Why Treatment with T3 is Superior to T4 Only Therapies
Therapies that include T3 have a distinct advantage over those that don’t because the hormone does not have to be converted before it is utilized by the body. Because T3 formulations are less likely to be inhibited by conversion malfunction, patients are more likely to experience an increase in thyroid activity and subsequent resolution of hypothyroid symptoms.
Another benefit of T3 formulations is that they tend to be more customizable to a patient’s specific needs. Depending on individual patient factors treatment with time released T3, combination T4/T3, T3-only formulations, or natural desiccated thyroid (NDT) may provide better results. Being able to effectively design treatment to suit individual patient needs allows for more efficient recovery and a better-established state of wellness.
Are Prescriptions for T3 on the Rise?
Clearly there are benefits to prescribing T3 formulations instead of or in addition to traditional T4 therapies. But has this information lead to meaningful change in the medical field?
In a survey published in 2018 in the journal Thyroid, it was found that North American physicians are more likely to prescribe T3 medications in conjunction with T4 therapies as well as utilize natural desiccated thyroid (NDT) drugs. This is an exciting development as it shows an acknowledgement that the American Thyroid Association guidelines for treating hypothyroidism (recommending T4 only treatments) are not ideal.
The outcome of the 2018 survey found that nearly a third of the 389 participants were willing to prescribe a treatment other than T4-only therapy. This contrasts previous data from a 2013 survey of 900 endocrinologists finding that less than one percent were willing to prescribe combination T4/T3 treatments with only 3.6 percent willing to even consider the option.
A lead researcher for the 2018 survey believes that the greatest factor in this change of practice is the increased occurrence of patient requests for T3 coupled with reports of improved symptoms. It is common for patients who make the switch from T4-only to a therapy including T3 to see notable improvement of their condition. Patients who report these positive outcomes may be helping their physicians realize that T3 treatments are not only valid, but highly effective.

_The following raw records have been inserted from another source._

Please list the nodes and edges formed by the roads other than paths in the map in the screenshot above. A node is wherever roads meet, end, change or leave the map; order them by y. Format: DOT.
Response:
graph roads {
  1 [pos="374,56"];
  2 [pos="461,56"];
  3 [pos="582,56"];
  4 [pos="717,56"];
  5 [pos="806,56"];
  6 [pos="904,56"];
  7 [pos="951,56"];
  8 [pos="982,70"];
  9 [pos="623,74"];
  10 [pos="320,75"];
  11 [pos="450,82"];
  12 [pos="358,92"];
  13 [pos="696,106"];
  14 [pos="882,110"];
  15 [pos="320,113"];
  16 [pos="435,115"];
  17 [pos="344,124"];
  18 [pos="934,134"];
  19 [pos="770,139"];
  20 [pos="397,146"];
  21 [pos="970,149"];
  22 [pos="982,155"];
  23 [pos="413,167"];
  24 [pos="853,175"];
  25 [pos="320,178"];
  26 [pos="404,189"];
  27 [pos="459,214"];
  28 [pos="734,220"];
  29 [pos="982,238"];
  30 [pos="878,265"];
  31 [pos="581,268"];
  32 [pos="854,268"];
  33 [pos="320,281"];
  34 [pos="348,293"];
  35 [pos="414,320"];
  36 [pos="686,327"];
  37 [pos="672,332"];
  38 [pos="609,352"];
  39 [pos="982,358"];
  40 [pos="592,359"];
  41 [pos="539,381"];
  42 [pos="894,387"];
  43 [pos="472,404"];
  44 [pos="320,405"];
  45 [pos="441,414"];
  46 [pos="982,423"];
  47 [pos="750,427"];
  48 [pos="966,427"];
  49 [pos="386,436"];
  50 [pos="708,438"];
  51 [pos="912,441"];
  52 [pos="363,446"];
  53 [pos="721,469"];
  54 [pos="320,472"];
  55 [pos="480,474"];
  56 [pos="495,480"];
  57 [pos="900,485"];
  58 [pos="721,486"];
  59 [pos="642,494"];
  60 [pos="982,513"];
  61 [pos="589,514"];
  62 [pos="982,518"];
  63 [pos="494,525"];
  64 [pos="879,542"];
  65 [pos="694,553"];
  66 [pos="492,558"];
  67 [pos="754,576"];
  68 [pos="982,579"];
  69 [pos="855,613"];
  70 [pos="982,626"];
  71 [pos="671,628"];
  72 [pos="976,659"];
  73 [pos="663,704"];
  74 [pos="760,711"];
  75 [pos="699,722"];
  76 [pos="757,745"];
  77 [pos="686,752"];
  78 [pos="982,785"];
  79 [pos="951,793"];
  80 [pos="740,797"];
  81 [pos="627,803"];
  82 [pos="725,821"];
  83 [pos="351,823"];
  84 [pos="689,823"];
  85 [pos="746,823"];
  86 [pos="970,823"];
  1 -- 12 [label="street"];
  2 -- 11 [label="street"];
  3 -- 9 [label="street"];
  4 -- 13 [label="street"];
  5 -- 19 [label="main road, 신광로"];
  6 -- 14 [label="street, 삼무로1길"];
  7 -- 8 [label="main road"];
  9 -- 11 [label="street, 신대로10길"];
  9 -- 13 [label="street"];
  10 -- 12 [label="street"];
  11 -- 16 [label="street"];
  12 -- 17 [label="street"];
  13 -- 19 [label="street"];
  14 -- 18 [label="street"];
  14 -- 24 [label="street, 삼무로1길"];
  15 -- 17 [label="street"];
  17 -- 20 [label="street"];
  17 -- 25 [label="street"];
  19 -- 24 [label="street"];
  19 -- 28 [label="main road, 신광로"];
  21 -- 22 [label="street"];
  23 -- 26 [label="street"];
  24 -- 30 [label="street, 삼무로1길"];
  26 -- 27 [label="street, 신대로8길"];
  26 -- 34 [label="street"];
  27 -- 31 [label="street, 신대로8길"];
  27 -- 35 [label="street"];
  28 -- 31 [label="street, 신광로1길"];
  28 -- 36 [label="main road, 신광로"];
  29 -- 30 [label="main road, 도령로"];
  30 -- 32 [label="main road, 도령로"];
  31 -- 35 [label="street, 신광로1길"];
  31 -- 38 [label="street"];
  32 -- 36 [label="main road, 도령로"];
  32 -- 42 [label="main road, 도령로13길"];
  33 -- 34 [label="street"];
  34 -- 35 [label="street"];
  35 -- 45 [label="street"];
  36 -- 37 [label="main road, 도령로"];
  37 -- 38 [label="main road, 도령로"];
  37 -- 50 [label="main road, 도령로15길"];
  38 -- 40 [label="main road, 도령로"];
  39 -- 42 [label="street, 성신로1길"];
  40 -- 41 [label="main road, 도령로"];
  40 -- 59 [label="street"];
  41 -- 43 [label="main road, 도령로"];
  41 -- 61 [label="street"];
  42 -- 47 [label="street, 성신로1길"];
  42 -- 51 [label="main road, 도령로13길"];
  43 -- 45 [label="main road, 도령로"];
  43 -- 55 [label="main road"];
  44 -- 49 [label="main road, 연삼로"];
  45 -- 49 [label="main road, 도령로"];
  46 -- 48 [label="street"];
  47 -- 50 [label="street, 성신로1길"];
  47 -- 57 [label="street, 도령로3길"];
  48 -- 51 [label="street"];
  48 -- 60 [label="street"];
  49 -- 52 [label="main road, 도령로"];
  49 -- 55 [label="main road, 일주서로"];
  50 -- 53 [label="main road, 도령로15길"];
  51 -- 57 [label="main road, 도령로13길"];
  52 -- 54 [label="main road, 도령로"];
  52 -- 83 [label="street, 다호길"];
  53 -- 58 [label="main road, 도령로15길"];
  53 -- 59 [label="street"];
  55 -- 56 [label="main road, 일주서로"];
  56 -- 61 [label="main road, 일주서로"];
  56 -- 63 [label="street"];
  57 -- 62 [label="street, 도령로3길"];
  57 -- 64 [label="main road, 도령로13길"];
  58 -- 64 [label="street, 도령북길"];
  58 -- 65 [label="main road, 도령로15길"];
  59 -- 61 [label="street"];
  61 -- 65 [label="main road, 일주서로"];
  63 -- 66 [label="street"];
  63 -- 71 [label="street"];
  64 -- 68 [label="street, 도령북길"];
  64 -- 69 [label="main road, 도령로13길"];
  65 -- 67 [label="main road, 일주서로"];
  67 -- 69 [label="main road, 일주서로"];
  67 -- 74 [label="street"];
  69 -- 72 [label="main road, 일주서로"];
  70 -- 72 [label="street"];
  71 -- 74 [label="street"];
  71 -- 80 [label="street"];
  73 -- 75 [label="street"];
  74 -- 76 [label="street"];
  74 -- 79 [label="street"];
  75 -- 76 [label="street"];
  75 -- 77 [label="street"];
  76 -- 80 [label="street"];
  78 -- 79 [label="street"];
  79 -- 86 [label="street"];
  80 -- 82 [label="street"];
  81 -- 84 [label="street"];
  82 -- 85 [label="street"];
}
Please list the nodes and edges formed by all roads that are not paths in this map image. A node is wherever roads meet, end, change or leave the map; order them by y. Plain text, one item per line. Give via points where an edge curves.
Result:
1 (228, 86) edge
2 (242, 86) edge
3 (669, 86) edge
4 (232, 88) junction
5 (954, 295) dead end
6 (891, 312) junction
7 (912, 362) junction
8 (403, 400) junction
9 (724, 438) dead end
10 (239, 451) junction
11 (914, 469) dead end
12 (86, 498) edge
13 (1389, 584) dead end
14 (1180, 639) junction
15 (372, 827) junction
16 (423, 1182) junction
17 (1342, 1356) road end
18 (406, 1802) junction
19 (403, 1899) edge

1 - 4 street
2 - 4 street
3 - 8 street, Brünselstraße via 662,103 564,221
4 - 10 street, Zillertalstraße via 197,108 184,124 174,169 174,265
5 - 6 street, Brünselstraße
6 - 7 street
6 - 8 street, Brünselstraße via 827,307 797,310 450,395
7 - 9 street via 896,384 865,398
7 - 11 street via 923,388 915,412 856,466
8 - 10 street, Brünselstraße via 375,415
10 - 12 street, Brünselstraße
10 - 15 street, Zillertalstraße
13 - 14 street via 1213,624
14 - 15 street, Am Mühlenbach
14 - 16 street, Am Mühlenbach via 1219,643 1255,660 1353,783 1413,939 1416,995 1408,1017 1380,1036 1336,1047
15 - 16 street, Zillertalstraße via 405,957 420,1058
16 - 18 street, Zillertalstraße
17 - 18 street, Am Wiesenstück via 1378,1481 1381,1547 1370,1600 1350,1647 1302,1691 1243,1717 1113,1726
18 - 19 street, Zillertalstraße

The outcomes of this study and others like it appear to be a hopeful. But some doctors contest that the results more effectively show that we still have a long way to go when it comes to effectively treating hypothyroidism. And they are not wrong.
A Long Journey to Improve Thyroid Care
Hypothyroidism is a common condition that unfortunately has gone underdiagnosed and sub-optimally treated for many years. Part of the problem is reliance on an antiquated standardized approach dictating that T4 therapy is the best and only treatment needed to resolve hypothyroidism. However, multiple studies and patient reports strongly suggest that treatment with some form of T3 hormone replacement therapy is highly beneficial and oftentimes more effective than a T4-only method. Fortunately, it seems that practitioners are beginning to adapt their practice to reflect this information. That being said, there is still much work to be done regarding awareness and implementation of proper thyroid testing and practice if we are to achieve effective widespread thyroid care.

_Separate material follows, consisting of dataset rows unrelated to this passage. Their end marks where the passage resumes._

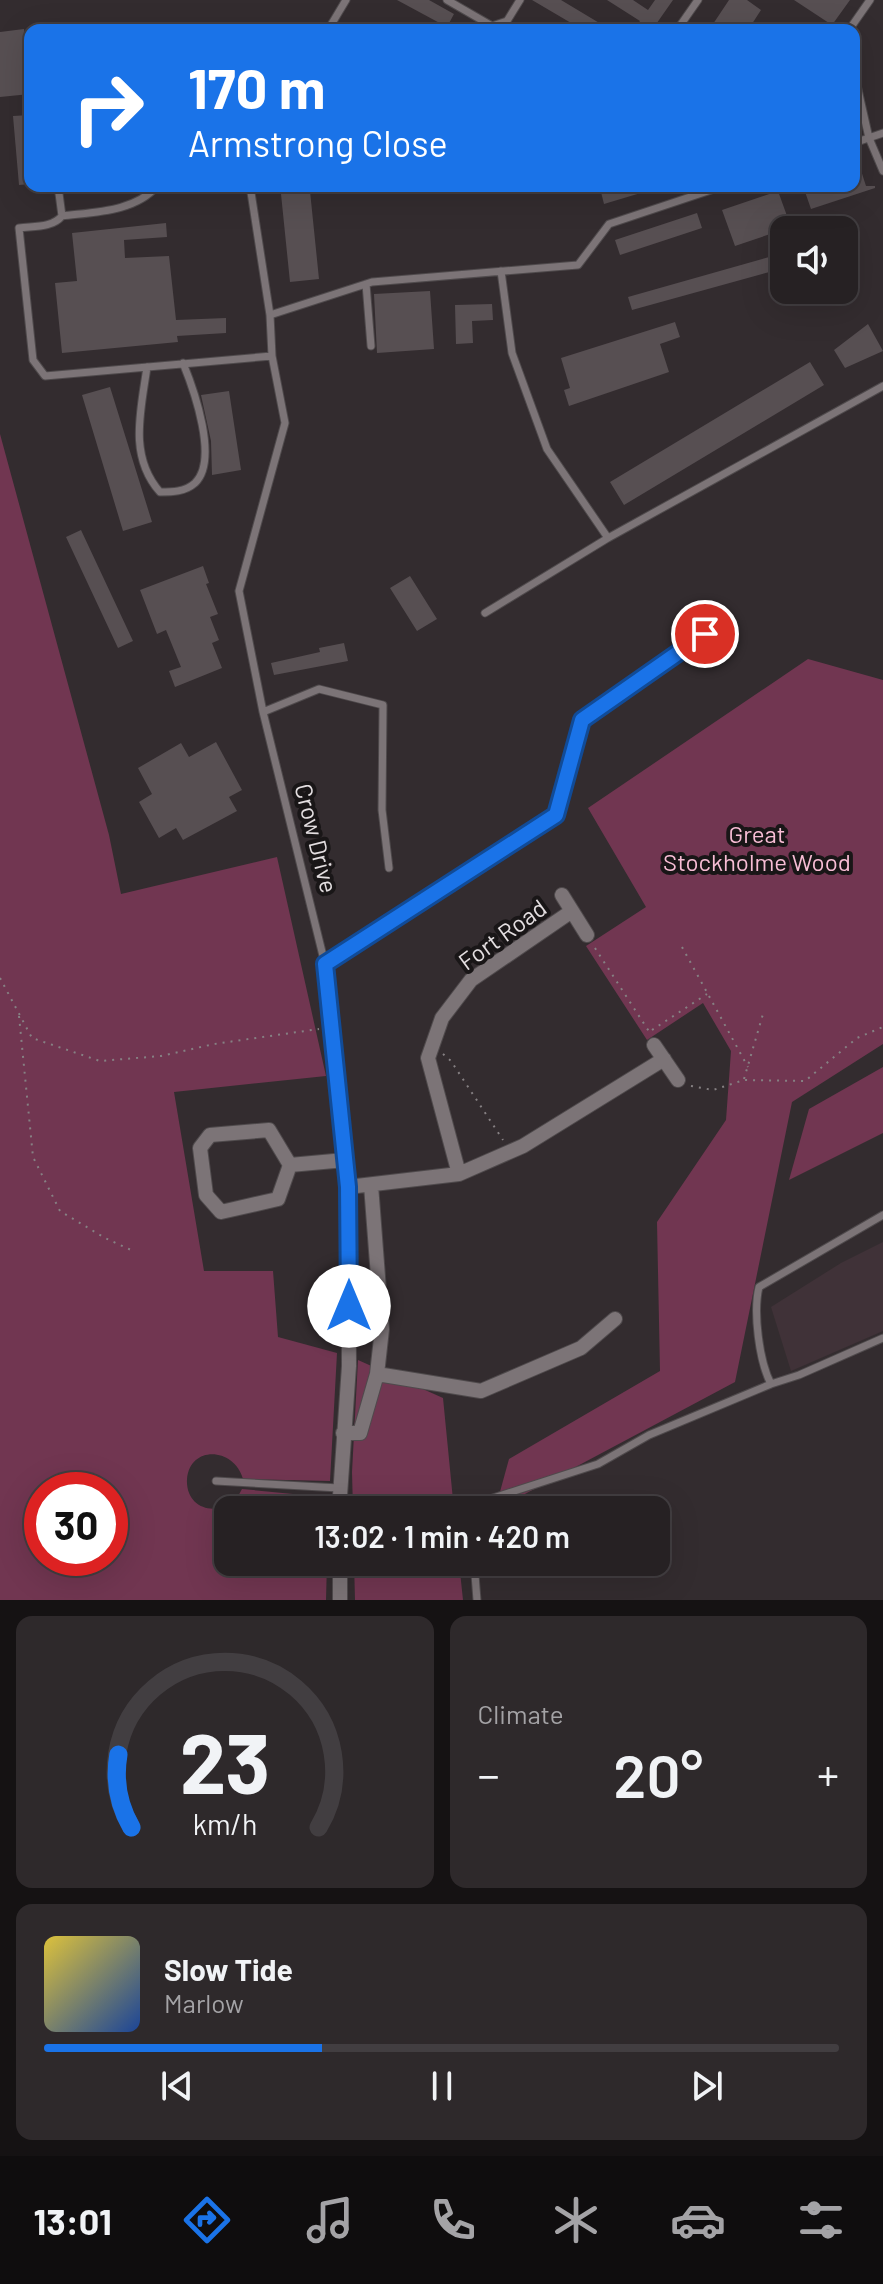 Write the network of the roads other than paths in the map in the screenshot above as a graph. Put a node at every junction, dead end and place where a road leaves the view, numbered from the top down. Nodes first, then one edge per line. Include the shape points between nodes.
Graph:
1 (346, 0) edge
2 (447, 0) edge
3 (520, 0) edge
4 (698, 0) edge
5 (870, 0) edge
6 (332, 24) edge
7 (489, 24) edge
8 (498, 24) edge
9 (681, 24) edge
10 (853, 24) edge
11 (860, 98) edge
12 (883, 133) edge
13 (869, 138) junction
14 (860, 141) edge
15 (883, 171) edge
16 (59, 192) edge
17 (150, 192) edge
18 (251, 192) edge
19 (705, 192) edge
20 (62, 216) junction
21 (501, 271) junction
22 (366, 284) junction
23 (270, 315) junction
24 (371, 346) dead end
25 (272, 356) junction
26 (183, 363) junction
27 (147, 367) junction
28 (883, 386) edge
29 (608, 538) junction
30 (485, 613) dead end
31 (705, 634) dead end
32 (263, 712) junction
33 (389, 868) dead end
34 (562, 895) dead end
35 (572, 911) junction
36 (587, 935) road end
37 (325, 964) junction
38 (652, 1039) road end
39 (664, 1059) junction
40 (678, 1080) road end
41 (345, 1160) junction
42 (290, 1165) junction
43 (459, 1174) junction
44 (371, 1185) junction
45 (348, 1187) junction
46 (883, 1215) edge
47 (615, 1319) dead end
48 (883, 1338) edge
49 (377, 1374) junction
50 (771, 1384) junction
51 (343, 1433) junction
52 (216, 1481) dead end
53 (339, 1488) junction
54 (339, 1496) edge
55 (499, 1496) edge
56 (340, 1576) edge
57 (475, 1576) edge
58 (340, 1600) edge
59 (477, 1600) edge

1 - 6 lane
2 - 7 lane
3 - 8 lane via 507,21
4 - 9 lane
5 - 10 lane
11 - 13 lane
12 - 13 lane
13 - 14 lane
13 - 15 lane
16 - 20 lane
17 - 20 lane via 123,207
18 - 23 lane, Crow Drive
19 - 21 lane via 609,224 578,265
20 - 27 lane via 52,224 19,228 33,360 45,376
21 - 22 lane
21 - 29 lane via 512,353 547,449
22 - 23 lane
22 - 24 lane
23 - 25 lane, Crow Drive
25 - 26 lane
25 - 32 lane, Crow Drive via 285,423 239,591
26 - 27 lane
26 - 27 lane via 199,413 205,461 194,483 178,492 160,492 144,470 138,444
28 - 29 lane
29 - 30 lane
31 - 37 street via 582,720 556,815
32 - 33 lane via 319,689 383,705 382,810
32 - 37 lane, Crow Drive
34 - 35 street, Fort Road
35 - 36 street, Fort Road
35 - 43 street, Fort Road via 471,980 442,1018 428,1058
37 - 41 street, Crow Drive
38 - 39 street
39 - 40 street
39 - 43 street via 511,1151
41 - 42 street
41 - 45 street, Crow Drive
42 - 42 street via 269,1130 210,1135 200,1148 206,1195 221,1212 278,1199
43 - 44 street
44 - 45 street
44 - 49 street via 382,1329
45 - 51 street, Crow Drive via 349,1366
46 - 50 lane via 759,1287 760,1349
47 - 49 street via 581,1348 481,1391
48 - 50 lane
49 - 51 street via 360,1433
50 - 55 lane via 649,1435 598,1464
51 - 53 street, Crow Drive
52 - 53 lane
53 - 54 street, Crow Drive
56 - 58 street
57 - 59 lane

Resources1. Kent Holtorf, MD. “Thyroid Hormone Transport.” https://www.nahypothyroidism.org/thyroid-hormone-transport/.
2. Henry B. Burch et al. “A 2013 Survey of Clinical Practice Patterns in the Management of Primary Hypothyroidism.” The Journal of Clinical Endocrinology & Metabolism, Volume 99, Issue 6, 1 June 2014, Pages 2077–2085.
3. Mary Shomon. “More US Doctors Prescribing T3 for Hypothyroidism.” HealthCentral.